*EXERCISE DESCRIPTION*. Wherever the string "dead" turns up in the data, copy the whole line.

***** RECORDS FOR PROCESSING *****

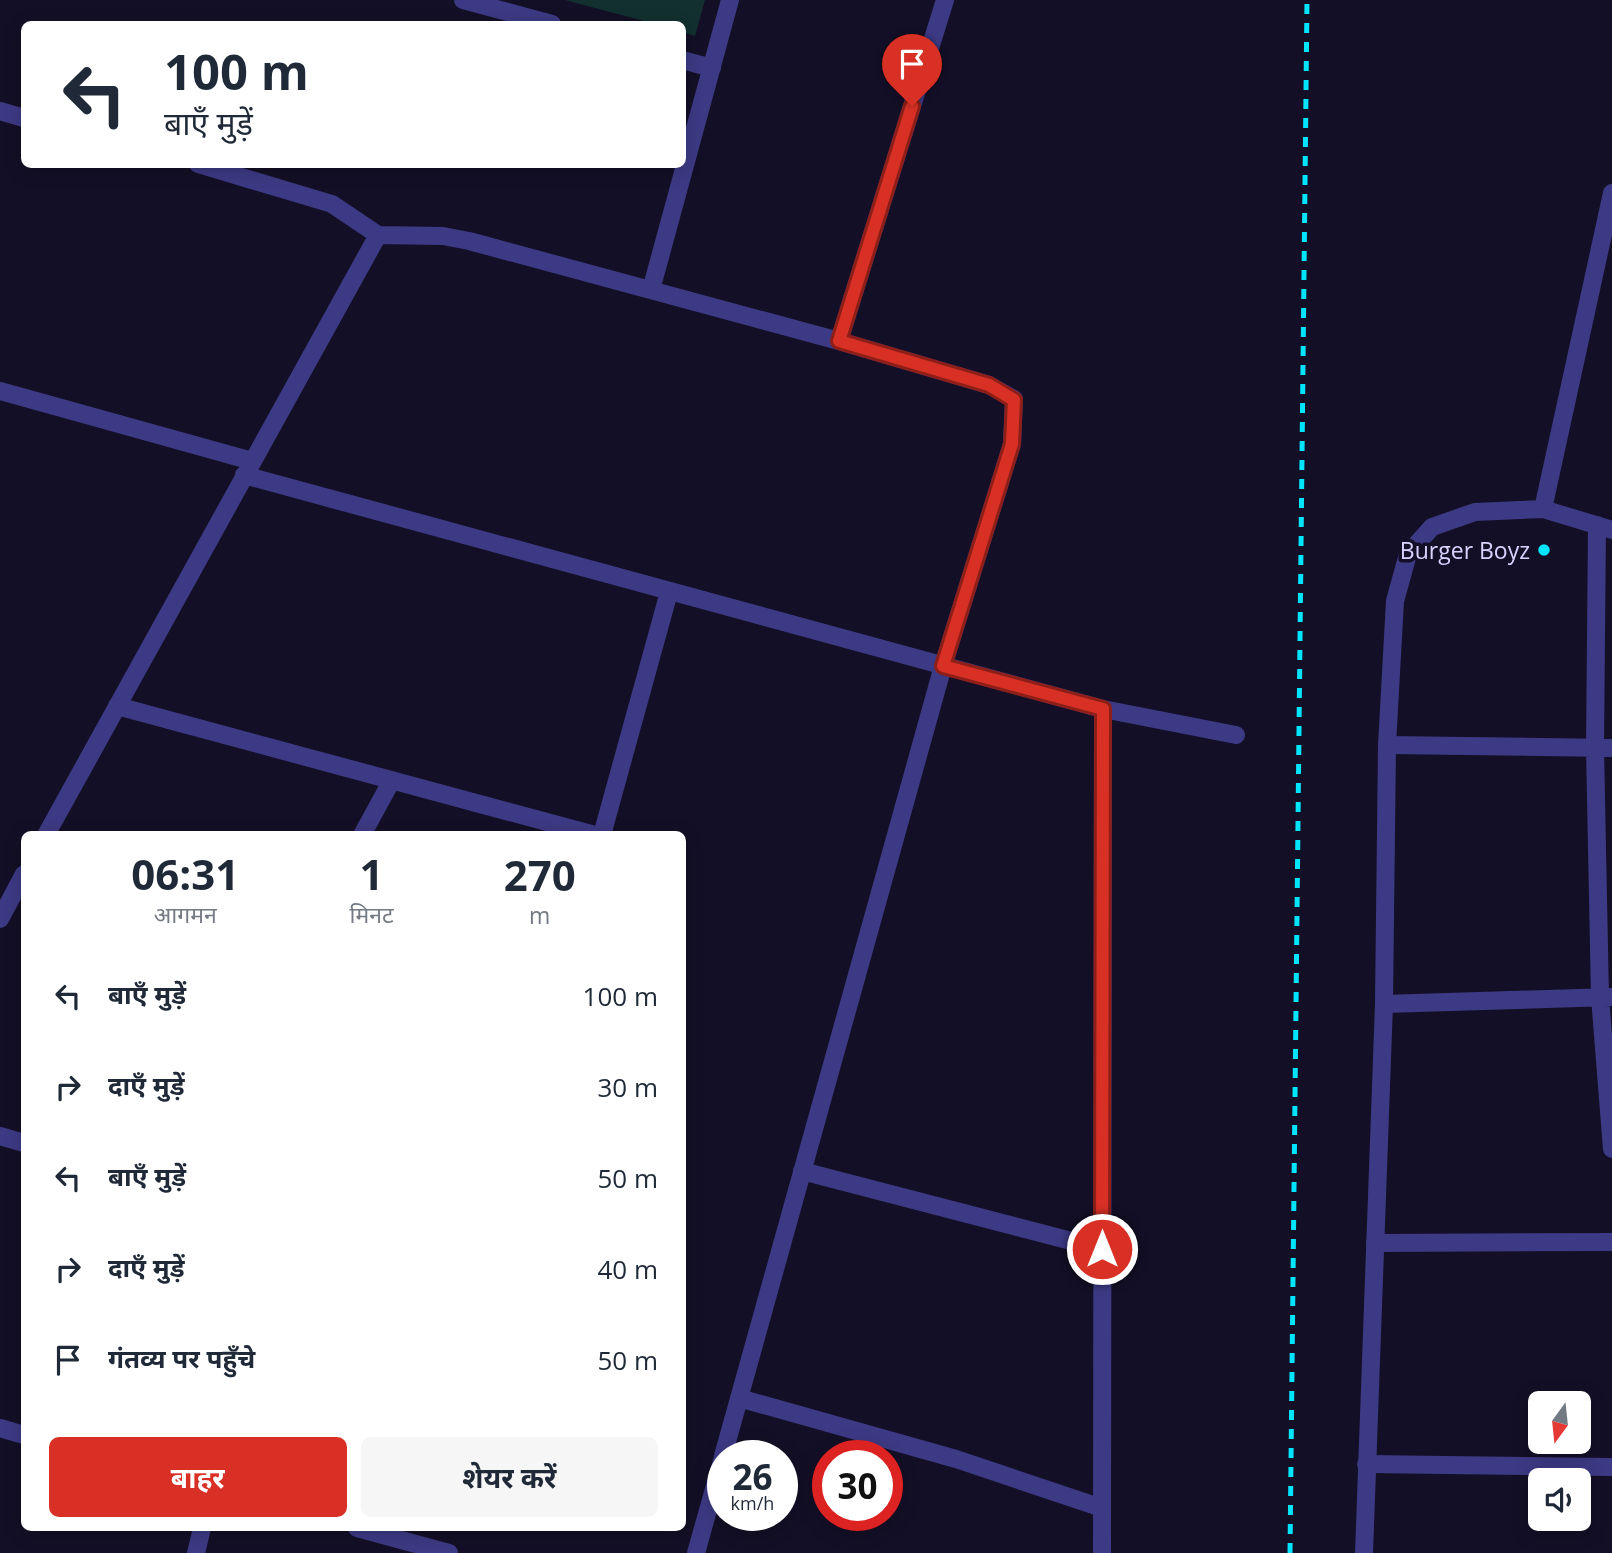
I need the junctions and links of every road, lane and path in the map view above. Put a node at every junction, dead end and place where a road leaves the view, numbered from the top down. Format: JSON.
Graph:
{"nodes":[{"id":1,"x":463,"y":0,"type":"edge"},
{"id":2,"x":730,"y":0,"type":"edge"},
{"id":3,"x":945,"y":0,"type":"edge"},
{"id":4,"x":501,"y":5,"type":"edge"},
{"id":5,"x":544,"y":21,"type":"edge"},
{"id":6,"x":686,"y":61,"type":"edge"},
{"id":7,"x":712,"y":68,"type":"junction"},
{"id":8,"x":0,"y":111,"type":"edge"},
{"id":9,"x":21,"y":117,"type":"edge"},
{"id":10,"x":686,"y":163,"type":"edge"},
{"id":11,"x":211,"y":168,"type":"edge"},
{"id":12,"x":685,"y":168,"type":"edge"},
{"id":13,"x":1612,"y":193,"type":"edge"},
{"id":14,"x":378,"y":235,"type":"junction"},
{"id":15,"x":651,"y":290,"type":"junction"},
{"id":16,"x":839,"y":341,"type":"junction"},
{"id":17,"x":0,"y":391,"type":"edge"},
{"id":18,"x":248,"y":468,"type":"junction"},
{"id":19,"x":1543,"y":509,"type":"junction"},
{"id":20,"x":1604,"y":527,"type":"edge"},
{"id":21,"x":669,"y":592,"type":"junction"},
{"id":22,"x":943,"y":666,"type":"junction"},
{"id":23,"x":117,"y":706,"type":"junction"},
{"id":24,"x":1103,"y":709,"type":"junction"},
{"id":25,"x":1237,"y":735,"type":"dead end"},
{"id":26,"x":1387,"y":745,"type":"junction"},
{"id":27,"x":1603,"y":748,"type":"edge"},
{"id":28,"x":392,"y":780,"type":"junction"},
{"id":29,"x":48,"y":831,"type":"edge"},
{"id":30,"x":364,"y":831,"type":"edge"},
{"id":31,"x":580,"y":831,"type":"edge"},
{"id":32,"x":603,"y":831,"type":"edge"},
{"id":33,"x":21,"y":880,"type":"edge"},
{"id":34,"x":0,"y":919,"type":"edge"},
{"id":35,"x":1606,"y":997,"type":"edge"},
{"id":36,"x":1384,"y":1004,"type":"junction"},
{"id":37,"x":0,"y":1136,"type":"edge"},
{"id":38,"x":21,"y":1142,"type":"edge"},
{"id":39,"x":1612,"y":1149,"type":"edge"},
{"id":40,"x":802,"y":1171,"type":"junction"},
{"id":41,"x":1612,"y":1242,"type":"edge"},
{"id":42,"x":1376,"y":1243,"type":"junction"},
{"id":43,"x":1102,"y":1249,"type":"junction"},
{"id":44,"x":739,"y":1398,"type":"junction"},
{"id":45,"x":0,"y":1428,"type":"edge"},
{"id":46,"x":21,"y":1434,"type":"edge"},
{"id":47,"x":727,"y":1440,"type":"edge"},
{"id":48,"x":1366,"y":1464,"type":"junction"},
{"id":49,"x":1612,"y":1467,"type":"edge"},
{"id":50,"x":1102,"y":1508,"type":"junction"},
{"id":51,"x":707,"y":1513,"type":"edge"},
{"id":52,"x":201,"y":1531,"type":"edge"},
{"id":53,"x":382,"y":1531,"type":"edge"},
{"id":54,"x":408,"y":1534,"type":"edge"},
{"id":55,"x":438,"y":1551,"type":"edge"},
{"id":56,"x":196,"y":1553,"type":"edge"},
{"id":57,"x":696,"y":1553,"type":"edge"},
{"id":58,"x":1102,"y":1553,"type":"edge"},
{"id":59,"x":1364,"y":1553,"type":"edge"}],
"edges":[{"from":1,"to":4,"type":"street"},
{"from":2,"to":7,"type":"street"},
{"from":3,"to":16,"type":"street"},
{"from":4,"to":5,"type":"street"},
{"from":6,"to":7,"type":"street"},
{"from":7,"to":10,"type":"street"},
{"from":8,"to":9,"type":"street"},
{"from":11,"to":14,"type":"street"},
{"from":12,"to":15,"type":"street"},
{"from":13,"to":19,"type":"street"},
{"from":14,"to":15,"type":"street"},
{"from":14,"to":18,"type":"street"},
{"from":15,"to":16,"type":"street"},
{"from":16,"to":22,"type":"street"},
{"from":17,"to":18,"type":"street"},
{"from":18,"to":21,"type":"street"},
{"from":18,"to":23,"type":"street"},
{"from":19,"to":20,"type":"street"},
{"from":19,"to":26,"type":"street"},
{"from":20,"to":27,"type":"street"},
{"from":21,"to":22,"type":"street"},
{"from":21,"to":32,"type":"street"},
{"from":22,"to":24,"type":"street"},
{"from":22,"to":40,"type":"street"},
{"from":23,"to":28,"type":"street"},
{"from":23,"to":29,"type":"street"},
{"from":24,"to":25,"type":"street"},
{"from":24,"to":43,"type":"street"},
{"from":26,"to":27,"type":"street"},
{"from":26,"to":36,"type":"street"},
{"from":27,"to":35,"type":"street"},
{"from":28,"to":30,"type":"street"},
{"from":28,"to":31,"type":"street"},
{"from":33,"to":34,"type":"street"},
{"from":35,"to":36,"type":"street"},
{"from":35,"to":39,"type":"street"},
{"from":36,"to":42,"type":"street"},
{"from":37,"to":38,"type":"street"},
{"from":40,"to":43,"type":"street"},
{"from":40,"to":44,"type":"street"},
{"from":41,"to":42,"type":"street"},
{"from":42,"to":48,"type":"street"},
{"from":43,"to":50,"type":"street"},
{"from":44,"to":47,"type":"street"},
{"from":44,"to":50,"type":"street"},
{"from":45,"to":46,"type":"street"},
{"from":48,"to":49,"type":"street"},
{"from":48,"to":59,"type":"street"},
{"from":50,"to":58,"type":"street"},
{"from":51,"to":57,"type":"street"},
{"from":52,"to":56,"type":"street"},
{"from":53,"to":54,"type":"street"},
{"from":54,"to":55,"type":"street"}]}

*****

*OUTPUT BELOW*.
I need the junctions and links of every road, lane and path in the map view above. Put a node at every junction, dead end and place where a road leaves the view, numbered from the top down. Format: JSON.
{"id":25,"x":1237,"y":735,"type":"dead end"},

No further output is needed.